24.12.2007

  • Look at how much money is lying idle in our banks!!
    • Over Rs. 1000 crores is lying with banks in India in the form of unclaimed deposits in 1.03 crore inactive accounts.
    • Banks term money lying in accounts that have been inactive for over 10 years as unclaimed deposits.
  • Language lessons
    • A sentence in today’s ET:
      • There has always been an unresolvable tension between the party’s hardline and the ecumenical demands on its non-Hindutva allies.
    • What is meant by ‘ecumenical’ here?
      • It means: concerned with promoting unity among religions
    • What is meant by skulduggery?
      • Trickery: verbal misrepresentation intended to take advantage of you in some way.
  • Nuances in taming inflation
    • In a very good article on suggesting the course of action that the RBI should take in the ensuing year, Rohit Prasad gives us some good opinion:
    • CPI (Consumer Price Index) places a much greater emphasis on food (46% weight) as opposed to 15% in WPI (Wholesale Price Index). Therefore, CPI tends to be less interest rate sensitive and more affected by supply side movements than the WPI. In other words, the problem of inflation has partly already been solved (since WPI is down and CPI follows WPI with a lag), and the portion remaining cannot be solved through monetary tightening since the CPI is affected by non-monetary measures far more than by monetary measures. In other words, as far as controlling inflation is concerned, it is time for Reddy (RBI Governor) to take a bow and Chidambaram to enter the stage.
  • Ever heard of “regulatory capture”?
    • It describes a situation in which the regulator does not act in the public interest but is instead driven by concerns of the entities that it regulates.
    • What should be the relationship between the regulator and the regulated? How do vested interests seep into regulations, blurring the line between both groups? When does regulation begin to get dictated by interests of those who are being regulated? When does a regulator exactly forfeit its autonomy? Concerns such as these point to what is referred to as ‘regulatory capture’.
    • According to public choice theory, the regulated will find ways to capture decision-makers directly or indirectly. The theory of regulatory capture was proposed by Nobel laureate economist George Stigler. The concept found roots in the economics of regulation – where the government is responsible to protect and distribute public goods.
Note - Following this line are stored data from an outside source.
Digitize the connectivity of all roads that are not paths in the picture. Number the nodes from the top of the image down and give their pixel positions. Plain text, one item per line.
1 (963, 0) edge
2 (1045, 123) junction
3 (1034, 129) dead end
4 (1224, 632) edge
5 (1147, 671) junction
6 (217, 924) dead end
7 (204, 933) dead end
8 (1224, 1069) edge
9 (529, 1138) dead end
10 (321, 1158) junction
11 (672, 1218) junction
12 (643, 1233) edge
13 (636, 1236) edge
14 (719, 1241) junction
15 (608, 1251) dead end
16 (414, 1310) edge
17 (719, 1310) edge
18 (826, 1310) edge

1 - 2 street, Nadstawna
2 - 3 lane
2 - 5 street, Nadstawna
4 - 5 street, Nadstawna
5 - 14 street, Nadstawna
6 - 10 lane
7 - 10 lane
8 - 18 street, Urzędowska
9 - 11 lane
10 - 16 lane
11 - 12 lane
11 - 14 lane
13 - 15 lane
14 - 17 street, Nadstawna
  • No more ‘outsourcing’, it is ‘worldsourcing’ that we should learn now. So says William Amelio, the CEO of Lenovo.
    • What it refers to is the fact of a product being labeled as ‘Made in India’ or ‘Made in China’, but containing components manufactured in many places all across the globe.
    • He feels that this is a powerful emerging market force that can help India set itself on a new course to prosperity and its fair share of the global economy.
    • He sees this as a business strategy that smart, ambitious companies use to take the underlying forces of globalization and shape them to maximize the value and quality they deliver to customers worldwide.
    • Differences between outsourcing and worldsourcing:
      • While the former is a centralized, top-down strategy designed to save money on non-core operations by handing those operations to a third party evaluated by a single criterion: the lowest price, the latter is a global, decentralized strategy designed to drive greater value and quality by distributing an organization’s core functions across multiple global hubs of excellence located wherever the best resources, talent, ideas, and efficiencies exist or can be created.
    • The benefit of worldsouring?
      • Global companies that worldsource their goods and services are exposed to the probing light and criticism from demanding customers and government regulators in many diverse countries. They create trusted brands by adhering to the highest standards of governance, transparency, compliance and quality.
  • Some lucid commentary on the off-budget liabilities
    • We have noted about the issue of oil bonds to OMCs on a couple of occasions earlier. Let us look at some commentary on that practice:
    • Most of the states having enacted fiscal legislations (FRBM Acts), cannot take recourse to accounting jugglery like issuing bonds to take their subsidies out of their budget books. So, after this fiscal’s performance, it is likely that Centre will be on a weaker wicket when it comes to taking the high moral ground, as it used to do in the past, when it talks of fiscal prudence.
    • Issuance of bonds helps fiscal managers to postpone liability to a future date. Over the last decade or so this has been resorted to.
    • In effect, this translates to inter-generational inequity – the future generations pay for such acts of fiscal jugglery. Some argue that issuance of oil bonds is a violation of the basic tenets of FRBM Act. Perhaps not in letter, but in spirit.